You might call this reading hysterical and touchy; maybe so. People who don’t come from money and don’t earn a huge amount of it can end up having allergic reactions when considering what’s happened to the artworld lately, and while basic jealousy is likely involved, so is disappointment. Consciously or not, a bunch of people of my generation – edge-of-the-playground-dwellers who then discovered the shreds of a workable ‘indie’ or DIY culture and thought this might still be a plausible space to inhabit – oriented ourselves towards contemporary art during the early 1990s because other options looked conservative, careerist, or inaccessible to right-brained types. Later we discovered that the playground was still there and that the popular and/or rich kids wanted the edges too, coveting intellectual glamour and, well, edginess, plus recognising an inbuilt class system that was easy to leverage. When art merged with high-end lifestyle they, or their parents, could buy said cultural credibility, mantle themselves with it: pay the art-school tuition fees, set up a space, land a gadabout gallery directorship, etc. Of course, money has always sloshed around the art scene – many canonical British modernists had cut-glass accents – but for a long time it wasn’t anything like the point.

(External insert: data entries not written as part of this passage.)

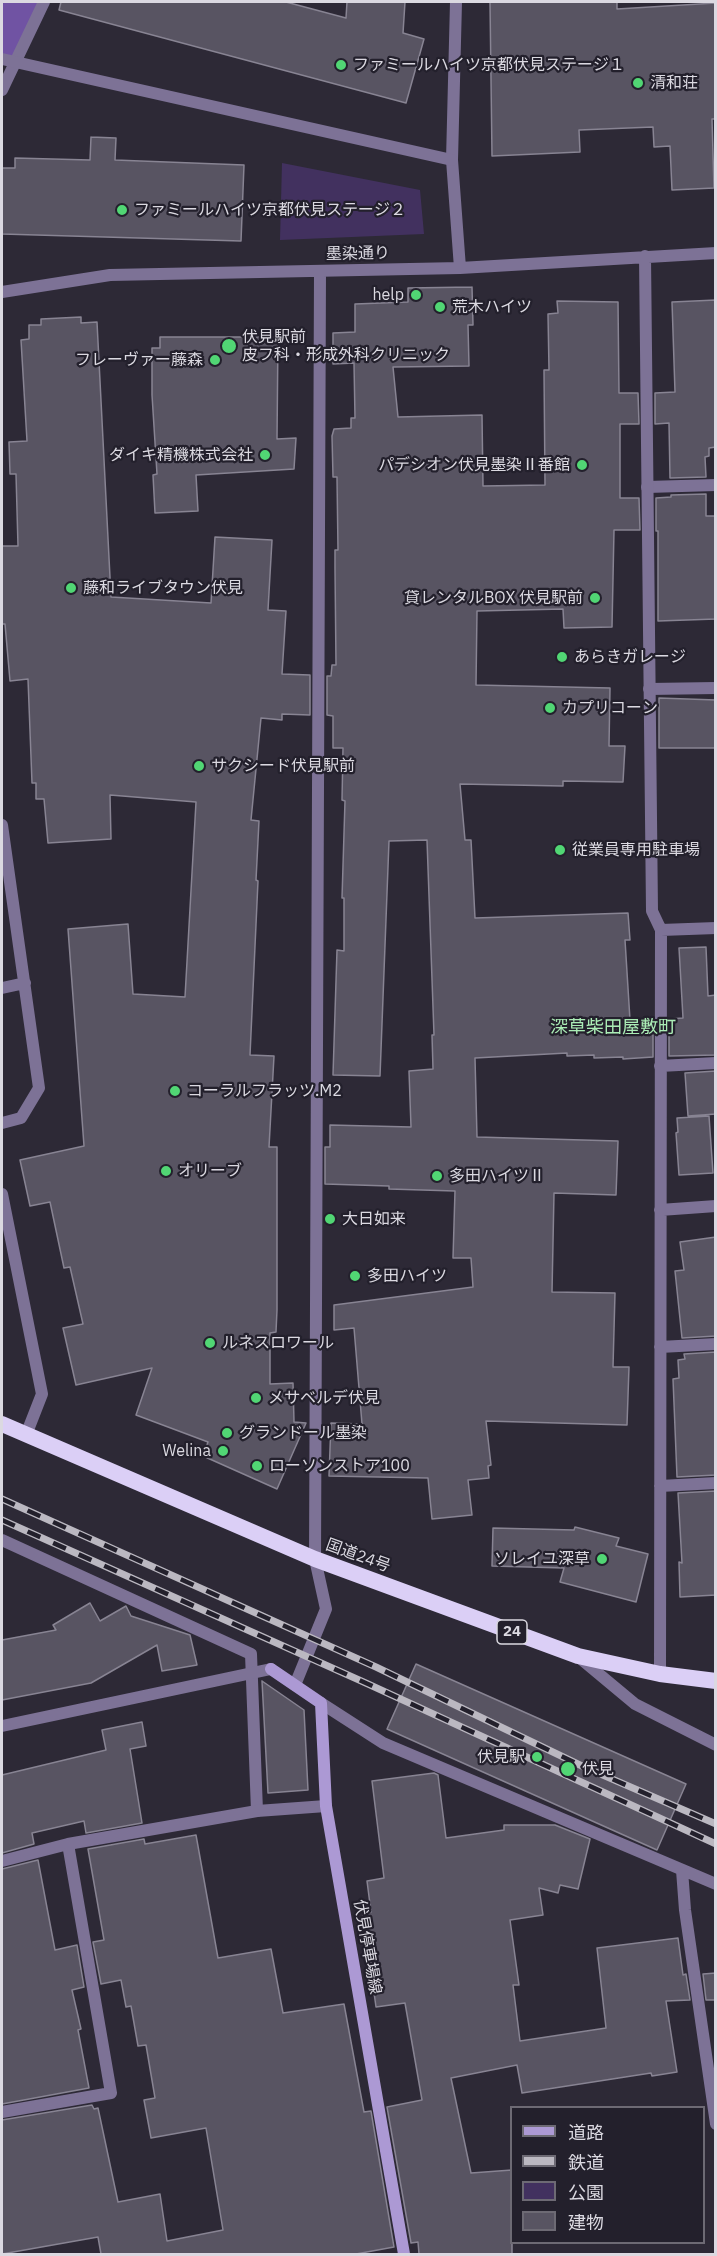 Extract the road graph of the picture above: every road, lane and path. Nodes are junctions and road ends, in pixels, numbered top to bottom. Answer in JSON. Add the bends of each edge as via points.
{"nodes":[{"id":1,"x":44,"y":2,"type":"edge"},
{"id":2,"x":456,"y":2,"type":"edge"},
{"id":3,"x":8,"y":60,"type":"edge"},
{"id":4,"x":2,"y":90,"type":"edge"},
{"id":5,"x":452,"y":160,"type":"junction"},
{"id":6,"x":716,"y":253,"type":"edge"},
{"id":7,"x":645,"y":256,"type":"junction"},
{"id":8,"x":460,"y":268,"type":"junction"},
{"id":9,"x":320,"y":272,"type":"junction"},
{"id":10,"x":2,"y":292,"type":"edge"},
{"id":11,"x":716,"y":485,"type":"edge"},
{"id":12,"x":647,"y":487,"type":"junction"},
{"id":13,"x":716,"y":688,"type":"edge"},
{"id":14,"x":649,"y":690,"type":"junction"},
{"id":15,"x":2,"y":825,"type":"edge"},
{"id":16,"x":3,"y":841,"type":"edge"},
{"id":17,"x":716,"y":928,"type":"edge"},
{"id":18,"x":661,"y":930,"type":"junction"},
{"id":19,"x":25,"y":983,"type":"junction"},
{"id":20,"x":2,"y":988,"type":"edge"},
{"id":21,"x":716,"y":1063,"type":"edge"},
{"id":22,"x":660,"y":1066,"type":"junction"},
{"id":23,"x":2,"y":1123,"type":"edge"},
{"id":24,"x":2,"y":1194,"type":"edge"},
{"id":25,"x":716,"y":1206,"type":"edge"},
{"id":26,"x":660,"y":1210,"type":"junction"},
{"id":27,"x":716,"y":1344,"type":"edge"},
{"id":28,"x":660,"y":1347,"type":"junction"},
{"id":29,"x":2,"y":1424,"type":"edge"},
{"id":30,"x":26,"y":1435,"type":"junction"},
{"id":31,"x":716,"y":1483,"type":"edge"},
{"id":32,"x":660,"y":1486,"type":"junction"},
{"id":33,"x":2,"y":1540,"type":"edge"},
{"id":34,"x":315,"y":1559,"type":"junction"},
{"id":35,"x":578,"y":1656,"type":"junction"},
{"id":36,"x":271,"y":1668,"type":"joint"},
{"id":37,"x":252,"y":1673,"type":"junction"},
{"id":38,"x":660,"y":1674,"type":"junction"},
{"id":39,"x":716,"y":1681,"type":"edge"},
{"id":40,"x":295,"y":1685,"type":"junction"},
{"id":41,"x":321,"y":1703,"type":"junction"},
{"id":42,"x":2,"y":1726,"type":"edge"},
{"id":43,"x":716,"y":1745,"type":"edge"},
{"id":44,"x":326,"y":1806,"type":"junction"},
{"id":45,"x":257,"y":1811,"type":"junction"},
{"id":46,"x":68,"y":1844,"type":"junction"},
{"id":47,"x":2,"y":1861,"type":"edge"},
{"id":48,"x":682,"y":1870,"type":"junction"},
{"id":49,"x":716,"y":1884,"type":"edge"},
{"id":50,"x":2,"y":2112,"type":"edge"},
{"id":51,"x":716,"y":2124,"type":"edge"},
{"id":52,"x":404,"y":2254,"type":"edge"}],
"edges":[{"from":1,"to":3,"type":"street"},
{"from":2,"to":5,"type":"street"},
{"from":3,"to":4,"type":"street"},
{"from":3,"to":5,"type":"street"},
{"from":5,"to":8,"type":"street"},
{"from":6,"to":7,"type":"street","name":"墨染通り"},
{"from":7,"to":8,"type":"street","name":"墨染通り"},
{"from":7,"to":12,"type":"street"},
{"from":8,"to":9,"type":"street","name":"墨染通り"},
{"from":9,"to":10,"type":"street","name":"墨染通り","via":[[110,275]]},
{"from":9,"to":34,"type":"street"},
{"from":11,"to":12,"type":"street"},
{"from":12,"to":14,"type":"street"},
{"from":13,"to":14,"type":"street"},
{"from":14,"to":18,"type":"street","via":[[652,911]]},
{"from":15,"to":16,"type":"street"},
{"from":16,"to":19,"type":"street"},
{"from":17,"to":18,"type":"street"},
{"from":18,"to":22,"type":"street"},
{"from":19,"to":20,"type":"street"},
{"from":19,"to":23,"type":"street","via":[[39,1088],[21,1118]]},
{"from":21,"to":22,"type":"street"},
{"from":22,"to":26,"type":"street"},
{"from":24,"to":30,"type":"street","via":[[42,1394]]},
{"from":25,"to":26,"type":"street"},
{"from":26,"to":28,"type":"street"},
{"from":27,"to":28,"type":"street"},
{"from":28,"to":32,"type":"street"},
{"from":29,"to":30,"type":"highway","name":"国道24号","number":"24"},
{"from":30,"to":34,"type":"highway","name":"国道24号","number":"24"},
{"from":31,"to":32,"type":"street"},
{"from":32,"to":38,"type":"street"},
{"from":33,"to":37,"type":"street","via":[[251,1654]]},
{"from":34,"to":35,"type":"highway","name":"国道24号","number":"24"},
{"from":34,"to":40,"type":"street","via":[[326,1609]]},
{"from":35,"to":38,"type":"highway","name":"国道24号","number":"24"},
{"from":35,"to":43,"type":"street","via":[[635,1704]]},
{"from":36,"to":37,"type":"street"},
{"from":36,"to":40,"type":"main road"},
{"from":37,"to":42,"type":"street"},
{"from":37,"to":45,"type":"street"},
{"from":38,"to":39,"type":"highway","name":"国道24号","number":"24"},
{"from":40,"to":41,"type":"main road"},
{"from":41,"to":44,"type":"main road","name":"伏見停車場線"},
{"from":41,"to":48,"type":"street","via":[[383,1743]]},
{"from":44,"to":45,"type":"street"},
{"from":44,"to":52,"type":"main road","name":"伏見停車場線"},
{"from":45,"to":46,"type":"street"},
{"from":46,"to":47,"type":"street"},
{"from":46,"to":50,"type":"street","via":[[111,2093]]},
{"from":48,"to":49,"type":"street"},
{"from":48,"to":51,"type":"street"}]} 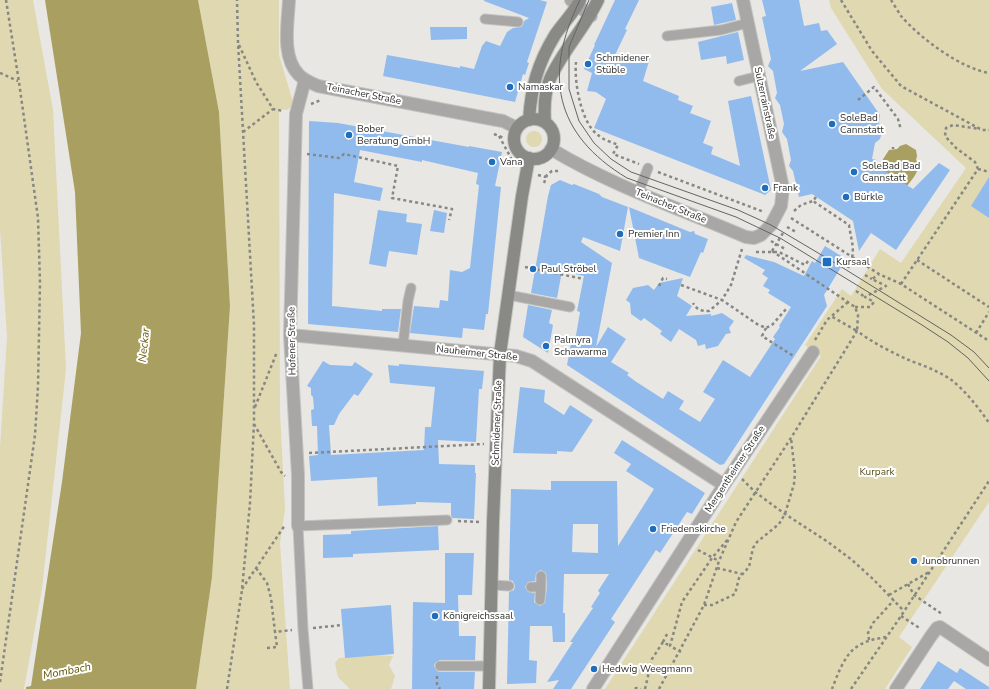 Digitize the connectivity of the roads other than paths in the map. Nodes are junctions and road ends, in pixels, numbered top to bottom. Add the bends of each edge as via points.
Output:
1 (289, 0) edge
2 (598, 0) edge
3 (743, 0) edge
4 (576, 2) edge
5 (591, 16) junction
6 (485, 19) dead end
7 (518, 22) dead end
8 (748, 23) junction
9 (667, 36) dead end
10 (759, 76) junction
11 (305, 80) junction
12 (739, 81) dead end
13 (529, 120) junction
14 (545, 122) junction
15 (517, 128) junction
16 (551, 150) junction
17 (529, 158) junction
18 (648, 168) road end
19 (638, 193) junction
20 (781, 206) joint
21 (411, 288) dead end
22 (508, 295) junction
23 (570, 307) dead end
24 (290, 335) junction
25 (404, 345) junction
26 (813, 352) road end
27 (500, 354) junction
28 (724, 485) junction
29 (447, 520) road end
30 (298, 524) junction
31 (541, 576) dead end
32 (492, 586) junction
33 (509, 586) dead end
34 (540, 600) dead end
35 (989, 660) edge
36 (440, 666) dead end
37 (490, 666) junction
38 (308, 689) edge
39 (489, 689) edge
40 (593, 689) edge
41 (896, 689) edge

1 - 11 street via 287,46 291,63
2 - 5 main road
3 - 8 street, Sulzerrainstraße
4 - 5 street
4 - 13 main road via 536,75 530,100
5 - 14 main road via 559,62 550,80 544,102
6 - 7 lane
8 - 9 lane via 721,30
8 - 10 street, Sulzerrainstraße
10 - 12 lane
10 - 20 street, Sulzerrainstraße via 783,188
11 - 15 street, Teinacher Straße via 318,86 503,121
11 - 24 street, Hofener Straße via 296,114
13 - 14 main road
13 - 15 main road
14 - 16 main road via 553,131 554,144
15 - 17 main road via 514,142 516,148
16 - 17 main road via 541,158
16 - 19 street, Teinacher Straße via 574,164
17 - 22 main road, Schmidener Straße
18 - 19 lane
19 - 20 street, Teinacher Straße via 754,238 771,225
21 - 25 lane
22 - 23 lane
22 - 27 main road, Schmidener Straße
24 - 25 street, Nauheimer Straße
24 - 30 street, Hofener Straße via 298,475
25 - 27 street, Nauheimer Straße
26 - 28 street, Mergentheimer Straße
27 - 28 street, Nauheimer Straße via 532,361
27 - 32 main road, Schmidener Straße
28 - 40 street, Mergentheimer Straße
29 - 30 lane
30 - 38 lane, Hofener Straße
31 - 34 lane via 536,587
32 - 33 lane
32 - 37 main road, Schmidener Straße
35 - 41 street via 940,627 931,636
36 - 37 lane
37 - 39 main road, Schmidener Straße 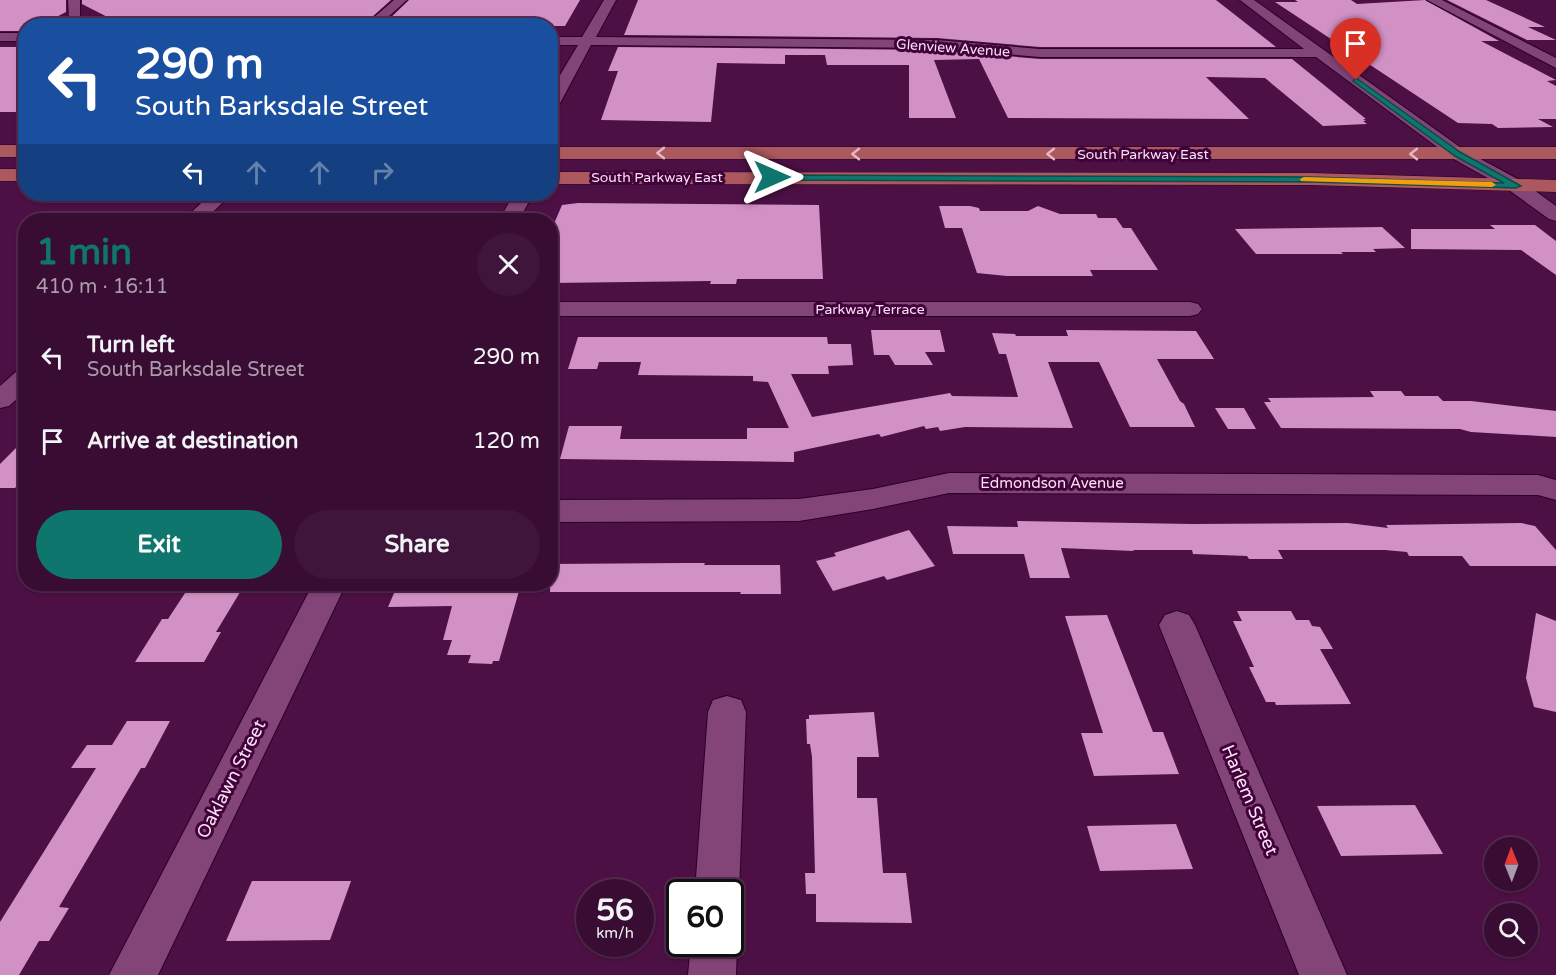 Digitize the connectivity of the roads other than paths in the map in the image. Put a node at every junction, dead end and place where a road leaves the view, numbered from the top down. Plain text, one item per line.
1 (74, 0) edge
2 (401, 0) edge
3 (610, 0) edge
4 (1246, 0) edge
5 (1433, 0) edge
6 (76, 18) edge
7 (380, 18) edge
8 (0, 37) edge
9 (18, 38) edge
10 (558, 41) edge
11 (587, 42) junction
12 (1319, 53) junction
13 (1556, 64) edge
14 (558, 93) edge
15 (0, 151) edge
16 (18, 151) edge
17 (558, 153) edge
18 (1556, 153) edge
19 (1458, 154) junction
20 (0, 175) edge
21 (18, 175) edge
22 (558, 178) edge
23 (1516, 186) junction
24 (1556, 186) edge
25 (214, 201) edge
26 (201, 213) edge
27 (1556, 215) edge
28 (558, 309) edge
29 (1190, 309) dead end
30 (18, 384) edge
31 (0, 400) edge
32 (1556, 490) edge
33 (558, 512) edge
34 (325, 591) edge
35 (1177, 625) dead end
36 (727, 712) dead end
37 (718, 879) edge
38 (713, 957) edge
39 (133, 975) edge
40 (712, 975) edge
41 (1323, 975) edge

1 - 6 street
2 - 7 street
3 - 11 street
4 - 12 street
5 - 13 street
8 - 9 street
10 - 11 street, Glenview Avenue
11 - 12 street, Glenview Avenue
11 - 14 street
12 - 19 street
15 - 16 main road
19 -> 17 main road, South Parkway East
18 - 19 main road, South Parkway East
19 - 23 street
20 - 21 main road
22 - 23 main road, South Parkway East
23 - 24 main road, South Parkway East
23 - 27 street
25 - 26 street
28 - 29 street, Parkway Terrace
30 - 31 street
32 - 33 street, Edmondson Avenue
34 - 39 street, Oaklawn Street
35 - 41 street, Harlem Street
36 - 37 street
38 - 40 street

In 2003, the year of the first Frieze Art Fair, the Norwegian record label Rune Grammofon put out a compilation whose title sticks in my head: Money Will Ruin Everything. You couldn’t exactly call that phrase a prophecy – its sentiment is as old as the Bible – but the future-simple tense ghosts everything that follows. Relatedly, it’s hard to see a future in which white-walled gallery spaces, real or virtual, aren’t the norm because they invest the art objects being made today with desirability, and the mercantile motive appears to control developments (or the lack of them) in the artworld. Not that this is entirely new: around a decade and a half before an Old Etonian named a London gallery after his book, O’Doherty wrote that ‘For many of us, the gallery space still gives off negative vibrations when we wander in. Esthetics are turned into a kind of social elitism – the gallery space is exclusive. Isolated in plots of space, what is on display looks a bit like valuable scarce goods, jewelry, or silver: esthetics are turned into commerce – the gallery space is expensive.’ He’d go on, however, to argue that the gallery space finally subsumed commerce (hence the necessity for a lengthy unpacking of its machinations). Nowadays, arguably, the opposite is true. The white cube will fade out when or if art itself changes enough to demand it, and meanwhile one may glimpse a silver lining in its persistence: in advertising complicity in today’s messed-up, herd-mentality market, every fresh coat of white paint is a subtle act of autocritique.